Translational research in psychiatric diseases

REF: PD 11
Principle investigator:
Francesc Artigas
Contact details:



Research framework

Past and current research by the “Systems Neuropharmacology” team, is focused on the pathophysiology of severe psychiatric disorders (major depression, schizophrenia) and the mechanism of action of psychotropic drugs. We conducted pioneering work to identify serotonin (5-HT) autoreceptors as a main cause of he delayed and limited clinical antidepressant action. Subsequently, we used the 5-HT1A receptor/ß-adrenoceptor antagonist pindolol to hasten the clinical action of SSRIs.

More recently, we showed that the selective knockdown of 5-HT1A autoreceptors in vivo with small interference RNA (siRNA) is sufficient to evoke robust antidepressant-like effects in mice. Likewise, we have examined network mechanisms in antipsychotic action, by studying their effects in prefrontal cortex and how they normalize neurotransmitter alterations in schizophrenia. We developed a new functional model of antipsychotic drug action, based on the reversal by these drugs of cortical alterations induced by hallucinogens (NMDA-R antagonists and 5-HT2A-R agonists).

We mainly use in vivo techniques (intracerebral microdialysis, single unit and local field potential recordings, behavioral paradigms, etc.). In recent years, we have incorporated the use of small interference RNA (siRNA) techniques as well as new histological and molecular methods (e.g., track tracing techniques combined with in situ hybridization, gene expression, etc.).

Selected publications from last 5 yr:

  • Bortolozzi et al., (2012) Mol Psychiatry PMID:21808255
  • Lladó-Pelfort et al (2012) Cereb Cortex PMID:21893679
  • Adell et al. (2012) Schizophrenia Bull PMID: 21965469
  • Kargieman et al., (2012) Neuropsychopharmacol 37:723-33
  • Santana et al. (2012) Biol Psychiatry 69:918-27
  • Santana et al., (2009) Cereb Cortex 19:849-860
  • Vázquez-Borsetti et al., (2009) Cereb Cortex 19:1678-86
  • Celada et al. (2008) Biol Psychiatry 64:392-400
  • Kargieman et al (2007) Proc Natl Acad Sci USA 104:14843-14848

Other relevant papers:

  • Diaz-Mataix et al., (2005) J Neurosci 25:10831-10843
  • Artigas et al., (2001)Trends Pharmacol Sci 22:224-228
  • Martin-Ruiz et al., (2001) J Neurosci 21:9856-9866
  • Celada et al., (2001) J Neurosci 21:9917-9929
  • Pérez et al., (1997) Lancet 349:1594-1597
  • Artigas et al. (1996) Trends Neurosci 19:378-383
  • Artigas et al., (1994) Arch Gen Psychiatry 51:248-251


major depression, schizophrenia, neurotransmission, antidepressant drugs, antipsychotic drugs, brain circuits

Main Challenges

Research is supported by Spanish and EU grants (IMI-NEWMEDS). One of the current main challenges is to develop an animal model of depression based on functional alterations of selected cortical areas, mimicking neuroimage findings in depressed patients. Research is likely to involve some or all of the above techniques. Previous experience on in vivo work is required. Experience on some of the above techniques is also desirable.

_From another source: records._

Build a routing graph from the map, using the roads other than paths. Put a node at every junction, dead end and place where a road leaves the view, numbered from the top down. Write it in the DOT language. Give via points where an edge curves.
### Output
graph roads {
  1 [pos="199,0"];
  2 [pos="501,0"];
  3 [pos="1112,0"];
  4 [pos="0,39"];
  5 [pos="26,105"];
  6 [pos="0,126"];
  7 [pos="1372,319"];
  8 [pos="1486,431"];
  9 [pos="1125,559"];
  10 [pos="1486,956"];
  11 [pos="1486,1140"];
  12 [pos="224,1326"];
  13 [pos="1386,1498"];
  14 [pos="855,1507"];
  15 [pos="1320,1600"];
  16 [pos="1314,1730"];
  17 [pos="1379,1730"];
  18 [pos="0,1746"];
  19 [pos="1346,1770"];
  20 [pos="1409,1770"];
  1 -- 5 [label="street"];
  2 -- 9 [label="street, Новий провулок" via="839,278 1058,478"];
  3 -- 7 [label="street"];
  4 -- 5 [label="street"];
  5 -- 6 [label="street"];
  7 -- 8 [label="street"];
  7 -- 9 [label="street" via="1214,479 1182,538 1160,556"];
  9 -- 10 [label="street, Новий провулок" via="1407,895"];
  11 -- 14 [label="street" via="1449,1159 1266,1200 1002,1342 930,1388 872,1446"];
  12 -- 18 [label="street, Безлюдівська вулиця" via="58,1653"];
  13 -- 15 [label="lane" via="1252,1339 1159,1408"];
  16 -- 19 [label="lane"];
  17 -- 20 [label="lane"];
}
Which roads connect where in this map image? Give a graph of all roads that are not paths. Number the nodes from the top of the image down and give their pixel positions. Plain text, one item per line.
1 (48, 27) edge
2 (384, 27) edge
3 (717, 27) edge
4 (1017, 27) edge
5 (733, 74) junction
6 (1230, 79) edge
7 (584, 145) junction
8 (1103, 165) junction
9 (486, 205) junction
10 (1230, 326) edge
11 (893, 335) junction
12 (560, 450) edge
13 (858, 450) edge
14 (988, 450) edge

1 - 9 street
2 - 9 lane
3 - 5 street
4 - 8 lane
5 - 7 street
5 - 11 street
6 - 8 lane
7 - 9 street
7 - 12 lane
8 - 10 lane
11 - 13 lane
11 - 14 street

Candidates must also have a PhD in Neuroscience or related discipline. They must have relevant publications in high impact factor journals. The selected candidate will work in close interaction with the PI and the rest of the team to achieve the main research goal.

Duties and responsabilities include the design, setting up and execution of experiments in consultation with the PI, data analysis, report and paper writing s well as other research activities at the team and the Institute. Based on the previous experience of the team, a successful outcome of the research program will result in an average publication of one paper per year in top journals (first decile) in the fields of Neuroscience, Psychiatry or Pharmacology.

Team strategic objective in IDIBAPS

The objectives of the research program are fully coincident with the strategic objectives of the team “Experimental Neuropharmacology and Neuropathology” of IDIBAPS Area 4 (Clinical and Experimental Neuroscience), as defined in /research/113/neuropharmacology-and-experimental-neuropathology.

In this regard, past and present research objectives of the team are fully translational, in an attempt to improve psychiatric treatments from a better knowledge of brain function in normal and altered sates.